Masyarakat Indonesia, khususnya kalangan menengah ke bawah hingga dewasa ini masih menghadapi berbagai masalah besar khas negara berkembang. Salah satunya kemiskinan. Polemik yang muncul berupa tesis kemiskinan struktural dan kultural bermuara pada sikap mayoritas unsur negara yang berorientasi teoritis, kaitannya dengan analisa realita dan tawaran solusi teknokratis dalam upaya penanggulangan kemiskinan.
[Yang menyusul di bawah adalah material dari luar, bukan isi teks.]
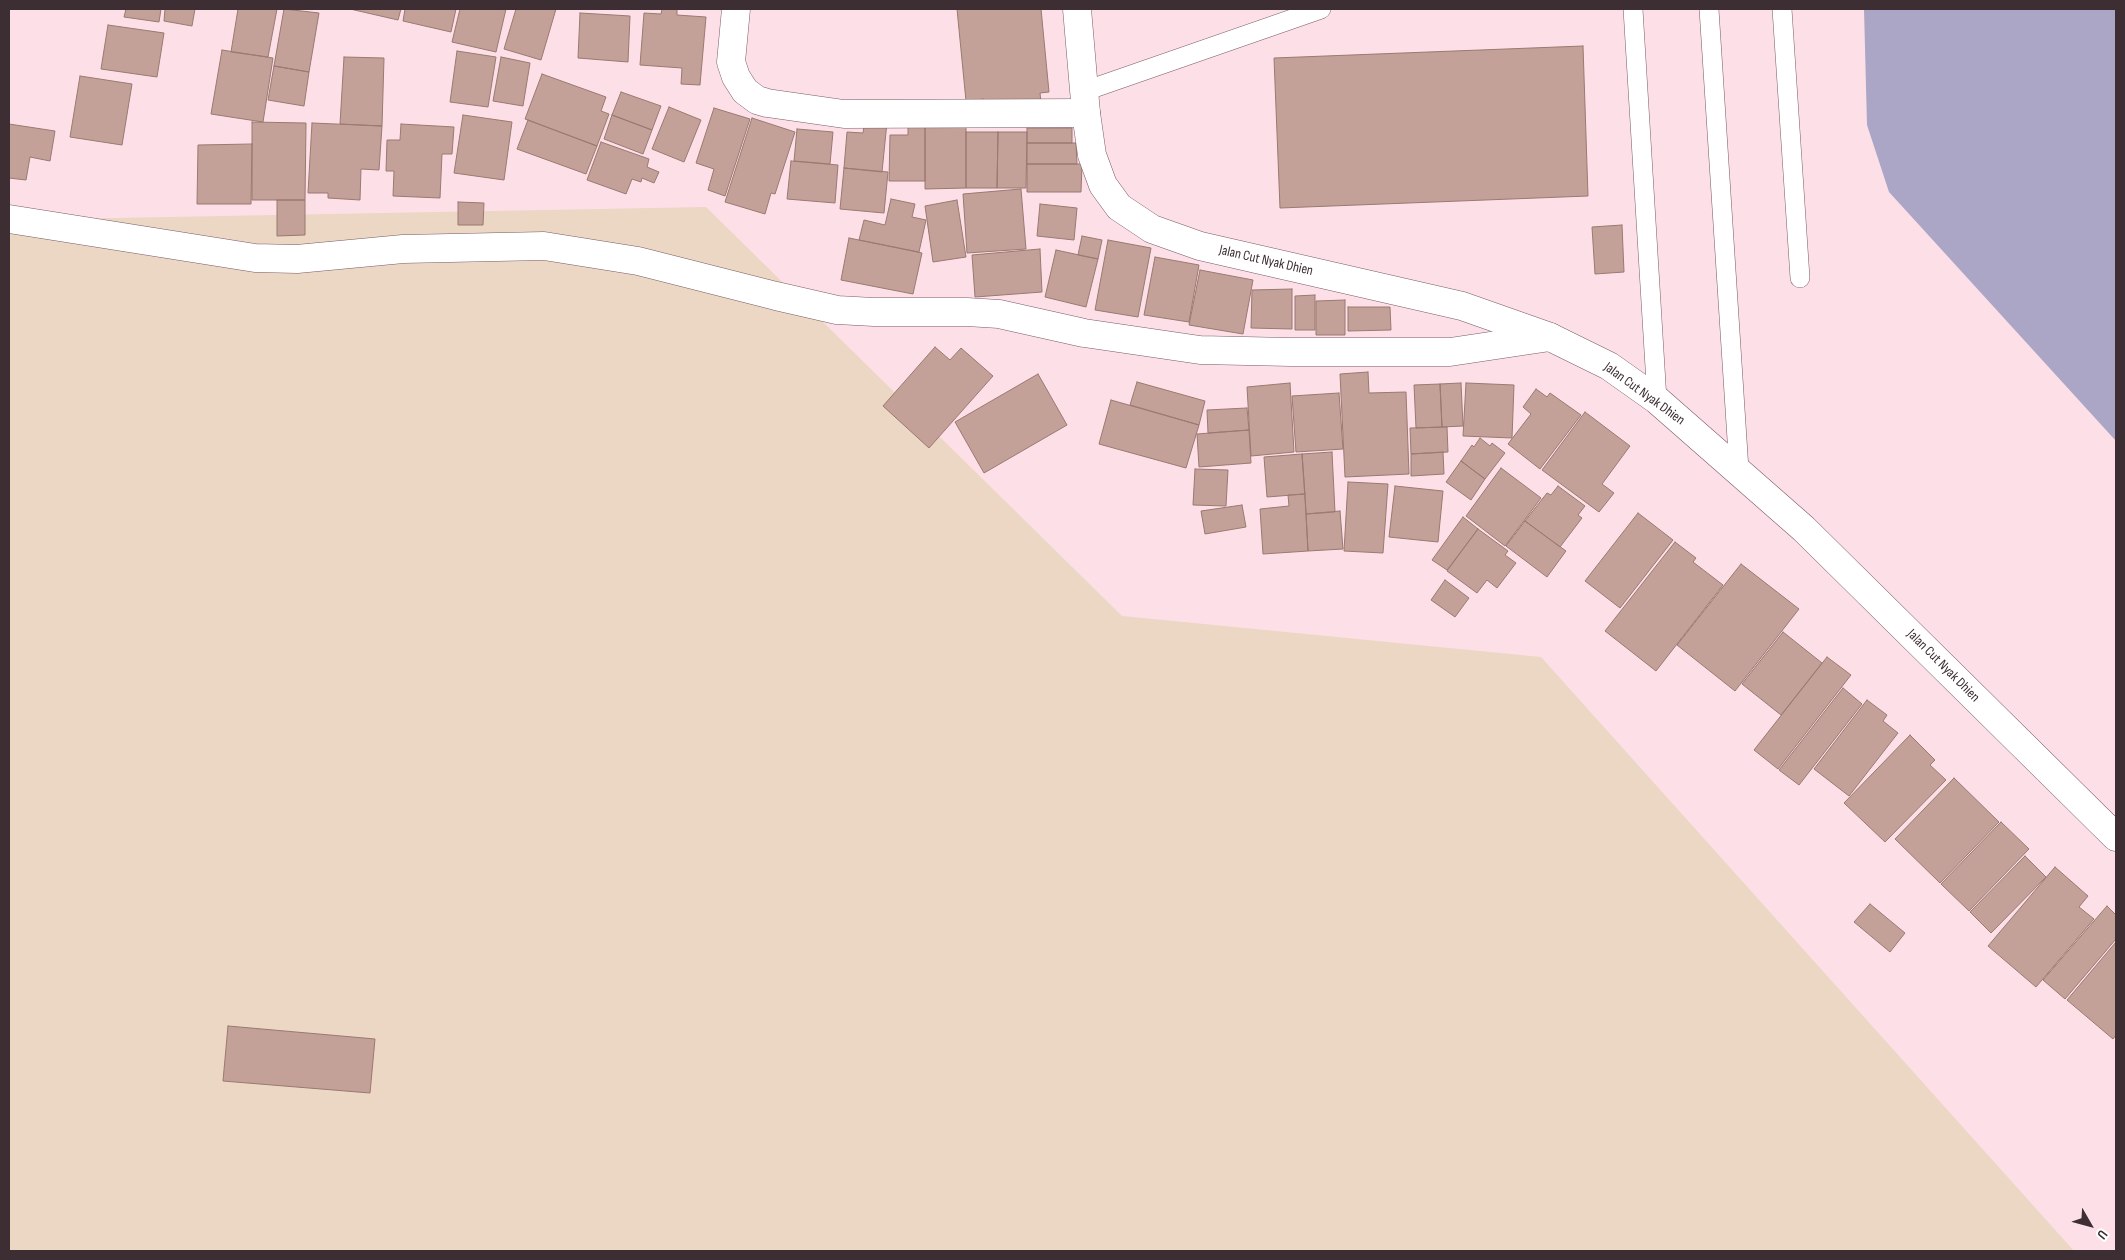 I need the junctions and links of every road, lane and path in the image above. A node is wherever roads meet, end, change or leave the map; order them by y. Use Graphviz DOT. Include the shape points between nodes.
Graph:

Sejauh ini, justru yang dipandang lebih efektif adalah gerakan ekonomi kerakyatan berbasis pemberdayaan. Yang mana banyak diinisiasi oleh LSM maupun kelompok usaha kecil bahkan individu. Gerakan pemberdayaan masyarakat untuk pengentasan ekonomi seperti itu, menjadi lebih efektif karena muncul dari tengah-tengah kehidupan suatu masyarakat secara langsung.
Berbicara tentang pemberdayaan, tentu akan sangat berkaitan dengan inventarisir dan assessment masalah dan potensi, yang kemudian darinya dirumuskan solusi dengan skala probabilitas tertentu. Potensi, antara lain dapat terdiri dari sumber daya alam, sumber daya manusia, dan sumber daya ekonomi. Kaitannya dengan zakat, maka harta yang dihimpun dapat dikelola sebagai potensi pemberdayaan masyarakat untuk gerakan ekonomi kerakyatan. Sekaligus sebagai bentuk manifestasi filantropi Islam.
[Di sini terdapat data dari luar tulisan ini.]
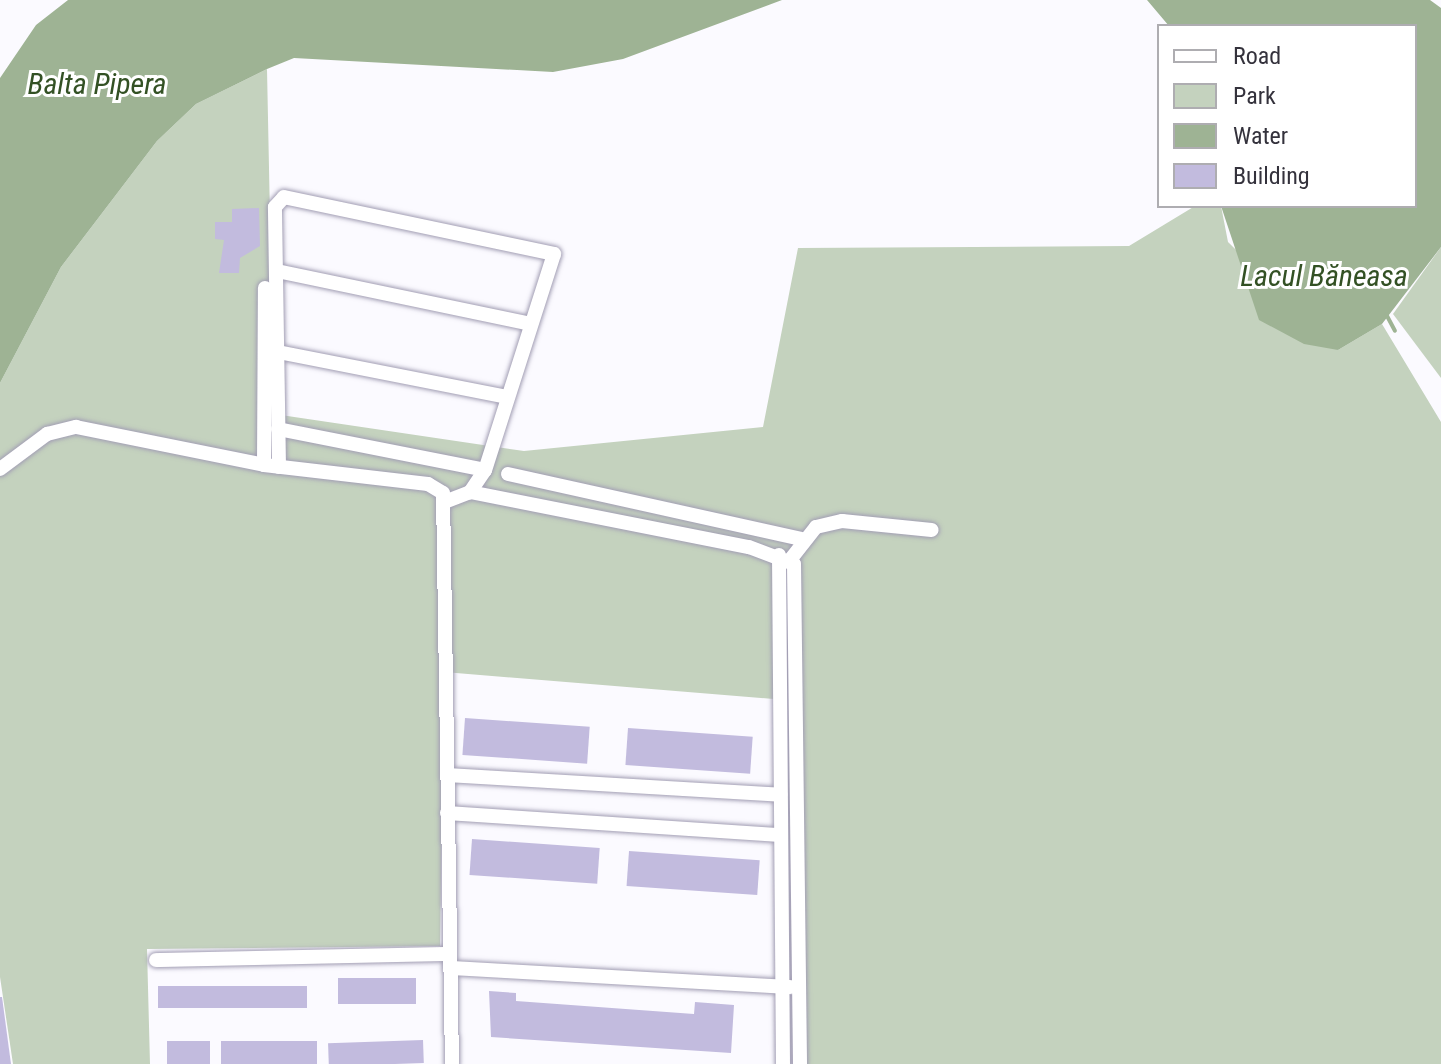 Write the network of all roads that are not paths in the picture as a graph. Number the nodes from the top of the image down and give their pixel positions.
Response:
1 (277, 271) junction
2 (265, 288) dead end
3 (531, 324) junction
4 (278, 352) junction
5 (507, 397) junction
6 (278, 429) junction
7 (271, 466) junction
8 (0, 469) edge
9 (485, 470) junction
10 (508, 474) dead end
11 (470, 492) junction
12 (447, 501) junction
13 (932, 530) dead end
14 (801, 539) junction
15 (785, 557) junction
16 (447, 775) junction
17 (780, 795) junction
18 (447, 813) junction
19 (780, 835) junction
20 (156, 960) dead end
21 (450, 961) junction
22 (782, 986) junction
23 (798, 988) junction
24 (782, 1057) edge
25 (800, 1057) edge
26 (452, 1064) edge

1 - 3 street
1 - 3 street
1 - 4 street
2 - 7 street
3 - 5 street
4 - 5 street
4 - 6 street
5 - 9 street
6 - 7 street
6 - 9 street
7 - 8 street
7 - 12 street
9 - 11 street
10 - 14 street
11 - 12 street
11 - 15 street
12 - 16 street
13 - 14 street
14 - 15 street
15 - 17 street
15 - 23 street
16 - 17 street
16 - 18 street
17 - 19 street
18 - 19 street
18 - 21 street
19 - 22 street
20 - 21 street
21 - 22 street
21 - 26 street
22 - 23 street
22 - 24 street
23 - 25 street
24 - 25 street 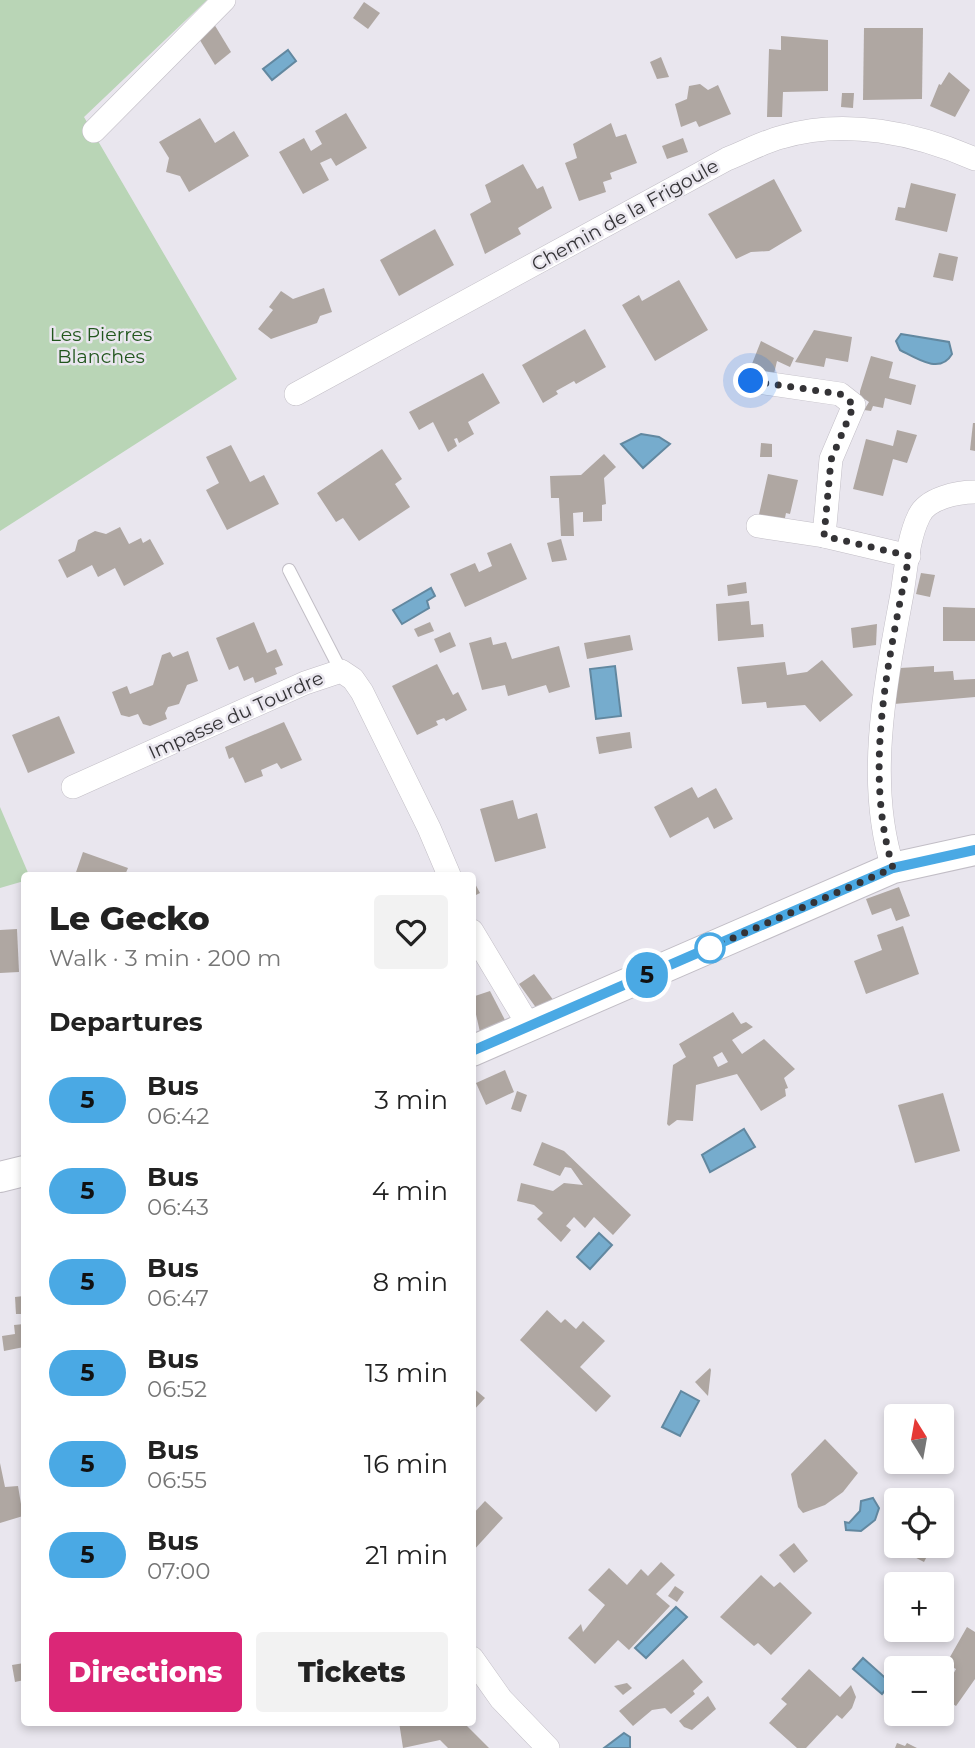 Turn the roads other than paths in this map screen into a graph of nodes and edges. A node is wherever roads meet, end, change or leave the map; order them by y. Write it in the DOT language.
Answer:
graph roads {
  1 [pos="224,0"];
  2 [pos="94,131"];
  3 [pos="975,159"];
  4 [pos="751,381"];
  5 [pos="296,394"];
  6 [pos="975,492"];
  7 [pos="758,526"];
  8 [pos="824,536"];
  9 [pos="909,556"];
  10 [pos="289,570"];
  11 [pos="341,671"];
  12 [pos="73,787"];
  13 [pos="975,850"];
  14 [pos="893,868"];
  15 [pos="448,872"];
  16 [pos="476,937"];
  17 [pos="529,1026"];
  18 [pos="476,1049"];
  19 [pos="21,1172"];
  20 [pos="0,1177"];
  21 [pos="476,1664"];
  22 [pos="548,1748"];
  1 -- 2 [label="street"];
  3 -- 5 [label="street, Chemin de la Frigoule"];
  4 -- 8 [label="street"];
  6 -- 9 [label="street"];
  7 -- 8 [label="street"];
  8 -- 9 [label="street"];
  9 -- 14 [label="street"];
  10 -- 11 [label="lane"];
  11 -- 12 [label="street, Impasse du Tourdre"];
  11 -- 15 [label="street, Impasse du Tourdre"];
  13 -- 14 [label="street"];
  14 -- 17 [label="street"];
  16 -- 17 [label="street"];
  17 -- 18 [label="street"];
  19 -- 20 [label="street"];
  21 -- 22 [label="street"];
}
Dana zakat dapat menjadi potensi untuk mengentaskan masyarakat (kelompok sasaran pemberdayaan) dari kemiskinan. Dana tersebut dikelola sebagai sarana yang dibutuhkan untuk mandiri secara ekonomi. Antara lain berupa bantuan modal (revolving fund) dan peralatan usaha. Agar memberdayakan, modal usaha tersebut diberikan setelah masyarakat terlebih dahulu diberi keterampilan dan inisiasi usaha. Sehingga modal dan peralatan usaha yang diberikan dari dana zakat, dapat didaya gunakan dan dikembangkan sehingga masyarakat mandiri.
Tidak hanya itu, setelah pelatihan usaha dan pemberian modal, secara berkala usaha ekonomis masyarakat tersebut dimonitor perkembangannya. Dengan demikian, dana zakat tidak hanya menjadi barang hibah (charity) yang manfaatnya sementara dan hanya menjadi barang konsumtif, akan tetapi menjadi lebih bermanfaat dan berjangka panjang karena dikelola secara filantropis.
Di sisi lain dengan demikian, secara umum umat Islam nyatanya memiliki potensi ekonomis sangat besar berupa dana zakat. Potensi tersebut dapat menjadi modal program-program pengentasan kemiskinan berbasis pemberdayaan ala Islam. Oleh karena itu, seyogyanya visi dan semangat besar Kiai Sahal dalam melaksanakan gerakan ekonomi kerakyatan harus dilanjutkan dan dikembangkan. Potensi dana zakat yang besar harus dikelola secara tepat dan efektif melalui cara-cara filantropis.
Jika kemudian dikontekskan dengan konsep fiqh sosial Kiai Sahal, maka pengelolaan dana zakat secara filantropis merupakan hasil ijtihad atas pengelolaan dana zakat sebagai mana yang diatur secara formal dalam fiqh. Tidak semua daftar mustahiq dihilangkan. Demikian halnya tidak semua dana zakat yang terkumpul digunakan sebagai potensi pemberdayaan masyarakat.
Mustahiq utama dalam zakat seperti fakir miskin tetap dapat menerima zakat secara langsung. Sementara sisa dana zakat yang telah disalurkan secara langsung tersebut dapat dikelola sebagai filantropi Islam atas persetujuan muzakki. Dalam jangka panjang, jika zakat secara filantropis dikelola dengan serius, terdapat kemungkinan mustahiq yang menjadi kelompok sasaran pemberdayaan akan beralih status menjadi muzakki.